• _Aim of the exercise_: Pictures are to be left out, and only the lines below starting at the one with "ring tip: (843, 629)" and ending at the one with "index tip: (276, 244)" are to be reproduced, each exactly, both ends included.

• _Data to use_:
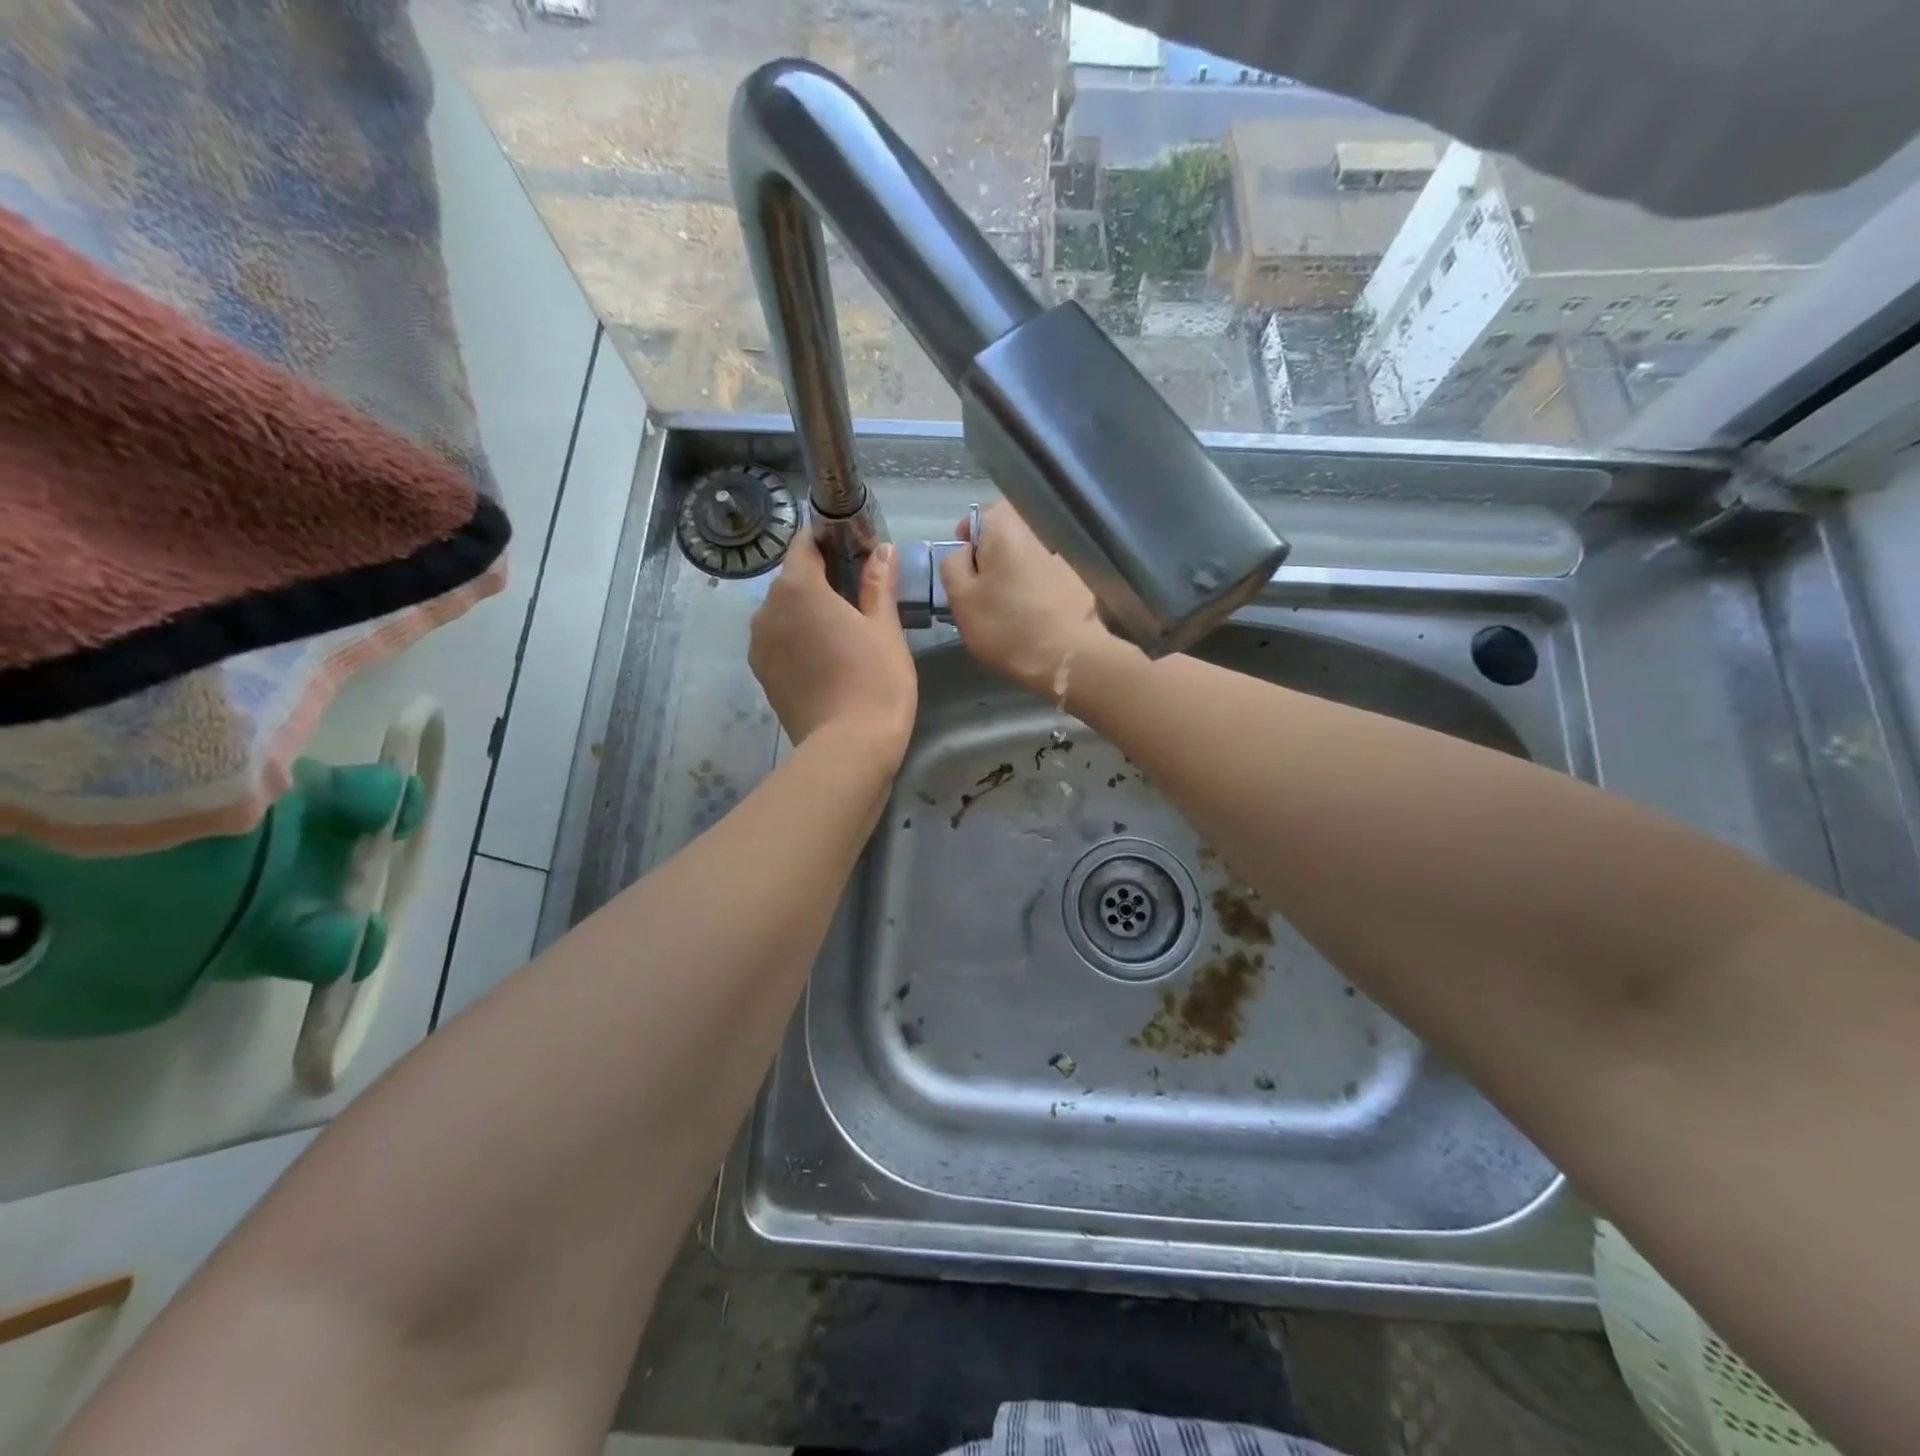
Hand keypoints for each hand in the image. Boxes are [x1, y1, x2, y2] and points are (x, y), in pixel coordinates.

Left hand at [749, 525, 916, 760]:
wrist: (847, 748)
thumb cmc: (875, 681)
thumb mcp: (885, 629)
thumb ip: (878, 584)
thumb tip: (882, 550)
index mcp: (798, 588)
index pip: (805, 544)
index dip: (828, 539)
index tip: (854, 547)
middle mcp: (768, 610)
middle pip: (793, 579)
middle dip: (821, 578)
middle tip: (858, 593)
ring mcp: (760, 645)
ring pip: (784, 612)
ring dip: (808, 611)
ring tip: (843, 629)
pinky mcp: (762, 675)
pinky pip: (779, 640)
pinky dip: (798, 638)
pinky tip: (827, 656)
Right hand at [938, 500, 1118, 697]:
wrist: (1068, 657)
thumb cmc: (1006, 626)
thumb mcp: (960, 598)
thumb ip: (953, 565)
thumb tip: (964, 552)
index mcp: (1006, 527)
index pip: (981, 516)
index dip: (968, 539)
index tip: (963, 568)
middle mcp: (1038, 531)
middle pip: (1006, 536)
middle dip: (991, 559)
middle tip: (981, 592)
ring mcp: (1062, 556)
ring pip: (1027, 558)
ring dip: (1014, 576)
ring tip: (1006, 609)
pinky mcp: (1078, 581)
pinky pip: (1047, 577)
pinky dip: (1036, 590)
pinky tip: (1032, 617)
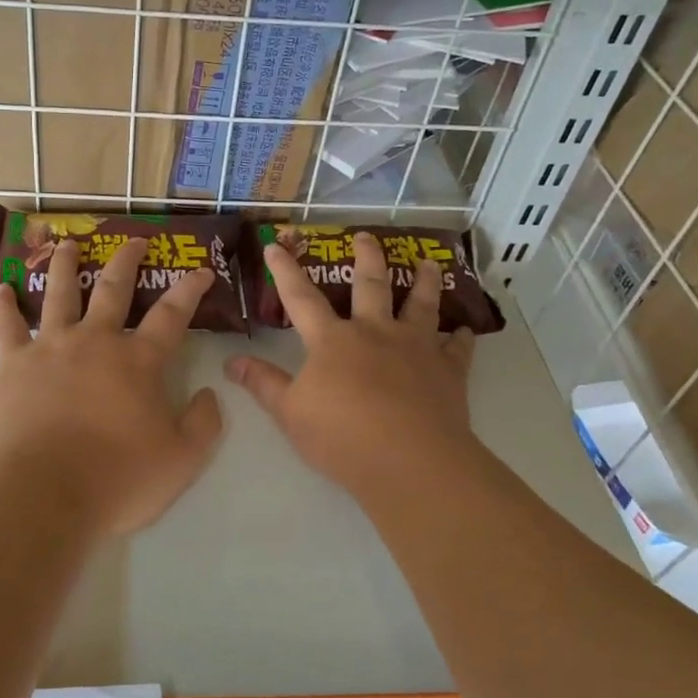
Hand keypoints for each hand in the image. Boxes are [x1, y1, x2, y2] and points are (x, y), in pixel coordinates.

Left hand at [0, 237, 224, 538]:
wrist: (44, 497)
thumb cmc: (118, 479)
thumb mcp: (182, 459)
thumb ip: (204, 422)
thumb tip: (210, 392)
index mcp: (138, 361)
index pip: (172, 315)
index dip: (190, 290)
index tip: (202, 271)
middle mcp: (96, 341)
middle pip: (113, 289)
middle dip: (127, 261)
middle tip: (134, 240)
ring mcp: (52, 349)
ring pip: (60, 294)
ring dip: (66, 265)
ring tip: (67, 244)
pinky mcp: (14, 366)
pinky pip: (7, 327)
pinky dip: (4, 306)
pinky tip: (1, 288)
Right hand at [226, 232, 479, 494]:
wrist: (410, 461)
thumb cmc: (342, 437)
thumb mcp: (290, 413)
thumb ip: (263, 384)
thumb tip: (231, 361)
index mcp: (332, 340)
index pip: (301, 297)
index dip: (286, 271)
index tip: (276, 244)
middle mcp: (375, 332)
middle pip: (370, 285)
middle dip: (366, 257)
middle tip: (367, 236)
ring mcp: (416, 348)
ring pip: (422, 304)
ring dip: (424, 282)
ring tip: (428, 262)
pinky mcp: (448, 370)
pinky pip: (457, 347)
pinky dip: (462, 336)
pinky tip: (466, 329)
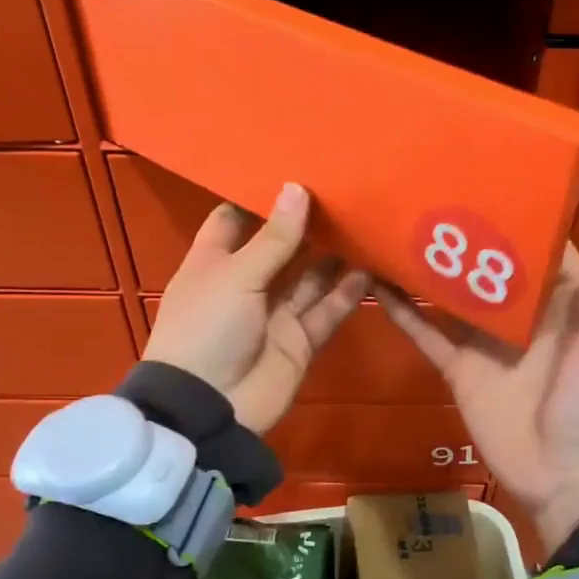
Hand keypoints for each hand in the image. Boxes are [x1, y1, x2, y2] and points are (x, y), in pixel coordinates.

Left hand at [144, 183, 367, 435]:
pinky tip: (370, 267)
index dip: (258, 198)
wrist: (209, 407)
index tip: (290, 170)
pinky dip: (346, 293)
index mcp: (215, 262)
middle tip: (343, 191)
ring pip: (310, 278)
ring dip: (333, 256)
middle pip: (280, 247)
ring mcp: (274, 314)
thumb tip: (297, 189)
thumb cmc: (208, 328)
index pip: (234, 220)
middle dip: (306, 224)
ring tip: (364, 223)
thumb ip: (273, 238)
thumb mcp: (236, 276)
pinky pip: (326, 311)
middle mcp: (246, 284)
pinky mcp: (299, 341)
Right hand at [380, 205, 578, 558]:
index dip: (516, 209)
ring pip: (451, 295)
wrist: (573, 482)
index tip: (483, 170)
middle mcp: (524, 314)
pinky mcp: (461, 370)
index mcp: (565, 299)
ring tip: (391, 225)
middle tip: (420, 187)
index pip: (538, 243)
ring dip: (425, 266)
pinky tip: (374, 283)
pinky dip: (403, 313)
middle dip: (460, 231)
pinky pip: (428, 335)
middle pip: (486, 264)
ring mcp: (488, 342)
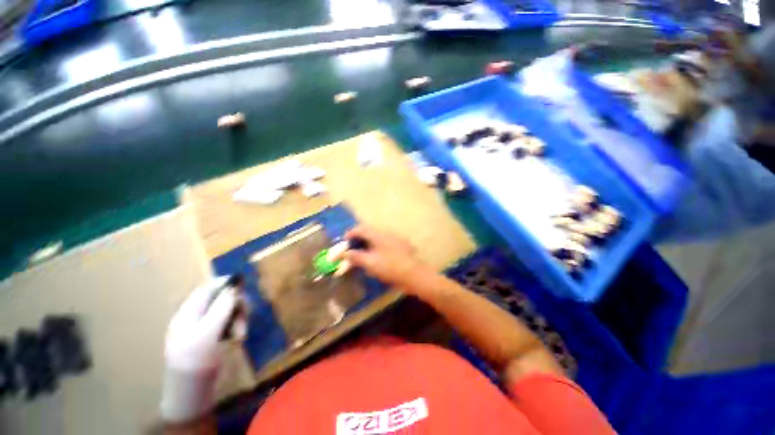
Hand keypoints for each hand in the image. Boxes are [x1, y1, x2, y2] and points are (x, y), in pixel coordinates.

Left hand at [161, 277, 237, 423]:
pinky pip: (227, 323)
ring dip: (238, 317)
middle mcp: (194, 317)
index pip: (207, 289)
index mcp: (187, 314)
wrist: (191, 396)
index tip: (244, 285)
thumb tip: (235, 284)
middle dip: (236, 304)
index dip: (225, 283)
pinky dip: (235, 326)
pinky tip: (238, 337)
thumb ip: (221, 308)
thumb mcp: (208, 334)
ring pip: (226, 311)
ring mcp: (202, 328)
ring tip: (242, 333)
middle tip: (246, 315)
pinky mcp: (211, 338)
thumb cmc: (195, 364)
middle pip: (220, 299)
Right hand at [344, 226, 435, 295]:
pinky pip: (385, 242)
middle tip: (352, 247)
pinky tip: (377, 255)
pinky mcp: (400, 245)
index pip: (361, 228)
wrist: (413, 274)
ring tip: (363, 252)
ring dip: (368, 242)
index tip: (344, 241)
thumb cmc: (389, 267)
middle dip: (359, 237)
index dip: (350, 233)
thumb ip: (356, 256)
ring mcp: (395, 238)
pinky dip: (377, 246)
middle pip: (369, 231)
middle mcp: (386, 233)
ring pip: (377, 236)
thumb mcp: (370, 263)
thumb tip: (346, 253)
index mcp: (378, 234)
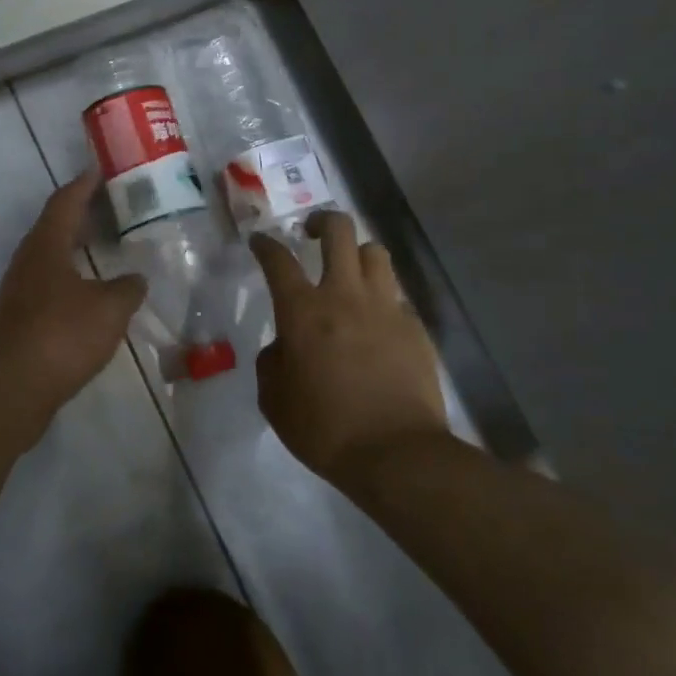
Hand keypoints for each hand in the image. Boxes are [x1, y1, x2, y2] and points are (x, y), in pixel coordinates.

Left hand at [0, 169, 147, 411]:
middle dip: (84, 212)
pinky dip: (75, 275)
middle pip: (57, 224)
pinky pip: (53, 281)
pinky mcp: (22, 316)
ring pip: (54, 254)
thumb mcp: (109, 308)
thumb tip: (137, 279)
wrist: (12, 386)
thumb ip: (127, 288)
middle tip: (115, 204)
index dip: (85, 183)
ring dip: (78, 245)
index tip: (102, 169)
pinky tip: (95, 290)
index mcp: (46, 244)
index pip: (66, 200)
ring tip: (109, 243)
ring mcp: (22, 288)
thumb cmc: (61, 334)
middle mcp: (29, 259)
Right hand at [251, 211, 451, 481]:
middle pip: (338, 231)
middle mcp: (344, 295)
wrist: (396, 454)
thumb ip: (272, 362)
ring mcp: (385, 308)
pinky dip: (383, 299)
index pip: (278, 259)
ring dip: (358, 254)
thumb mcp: (274, 399)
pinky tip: (377, 322)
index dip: (265, 244)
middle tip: (312, 233)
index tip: (260, 240)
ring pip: (375, 253)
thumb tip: (283, 346)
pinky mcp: (415, 328)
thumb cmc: (324, 428)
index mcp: (303, 310)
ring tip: (350, 270)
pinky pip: (397, 296)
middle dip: (322, 221)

• _Output of the exercise_:
ring tip: (843, 629)
pinky mcp: (762, 675)
pinky pip: (779, 640)
pinky dip: (798, 638)
pinky tip: (827, 656)
Right hand at [938, 500, 1118, 697]:
wrist: (1068, 657)
thumb cmc: (1006, 626)
thumb mcp: (960, 598)
thumb ip: (953, 565)
thumb tip: (964, 552)
index mcp: (1006, 527)
index pip: (981, 516)
index dip: (968, 539)
index tip: (963, 568)
middle mcp: (1038, 531)
middle pip: (1006, 536)
middle dip: (991, 559)
middle tip: (981, 592)
ring mcp: (1062, 556)
ring pip: (1027, 558)
ring dip: (1014, 576)
ring tip: (1006, 609)
pinky mcp: (1078, 581)
pinky pip: (1047, 577)
pinky dip: (1036, 590)
pinky tip: (1032, 617)
Hand keypoints for each hand in the image. Boxes are [x1, y1, x2, y2] and points are (x, y), in pixel coordinates.

Left hand at [0, 237, 224, 538]:
wrist: (44, 497)
thumb cmc: (118, 479)
thumb mcp: (182, 459)
thumb ip: (204, 422)
thumb tip: (210, 392)
index mcp: (138, 361)
index pip: (172, 315)
index dip: (190, 290)
index tip: (202, 271)
middle mcp: (96, 341)
middle pip: (113, 289)
middle dip: (127, 261)
middle tip: (134, 240)
ring mcp: (52, 349)
ring pip: (60, 294)
ring dip: (66, 265)
ring tip: (67, 244)
pinky mcp: (14, 366)
pinky pip: (7, 327)
pinky dip: (4, 306)
pinky tip: (1, 288)
Right hand at [226, 232, 479, 494]:
wrist: (410, 461)
thumb cmc: (342, 437)
thumb mcp: (290, 413)
thumb ip: (263, 384)
thumb tip: (231, 361)
index mcp: (332, 340)
index pip: (301, 297)
index dip: (286, 271)
index tip: (276, 244)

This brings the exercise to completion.